[Saved data entries]
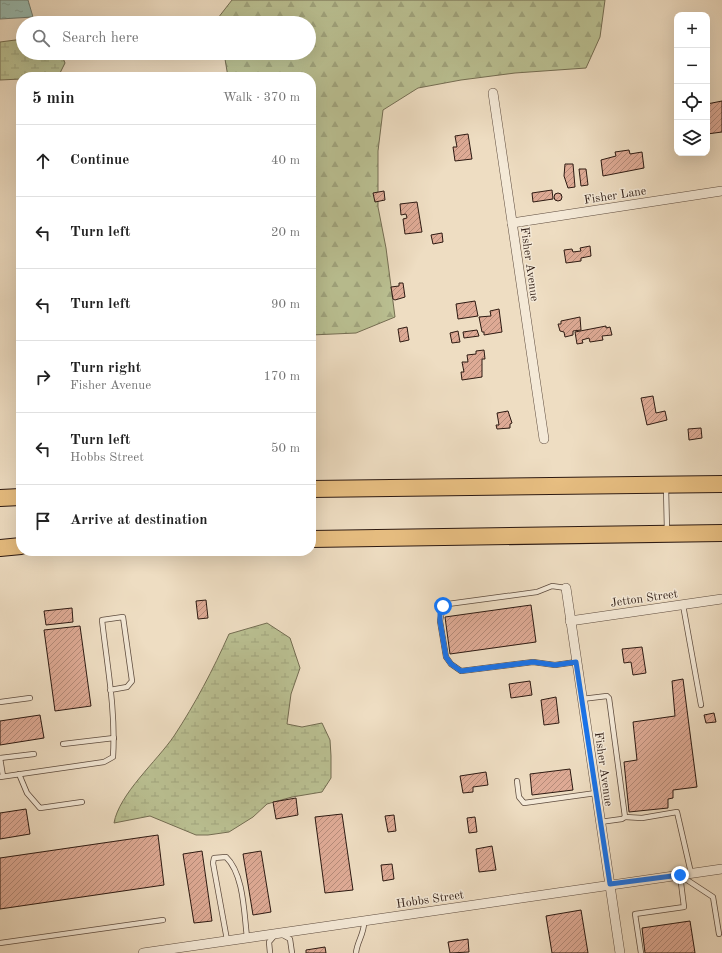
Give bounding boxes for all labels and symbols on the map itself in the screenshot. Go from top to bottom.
street label: Fisher Lane [583,185,648,207]
street label: Fisher Avenue [518,226,540,303]
street label: Jetton Street [610,588,679,610]
route start [434,597,452,615]
street label: Fisher Avenue [592,731,614,808]
route end [671,866,689,884]
street label: Hobbs Street [396,889,465,911]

> Exercise brief
Go back to the records above and write them out exactly, without the pictures.

> Result below
Give bounding boxes for all labels and symbols on the map itself in the screenshot. Go from top to bottom.
street label: Fisher Lane [583,185,648,207]
street label: Fisher Avenue [518,226,540,303]
street label: Jetton Street [610,588,679,610]
route start [434,597,452,615]
street label: Fisher Avenue [592,731,614,808]
route end [671,866,689,884]
street label: Hobbs Street [396,889,465,911]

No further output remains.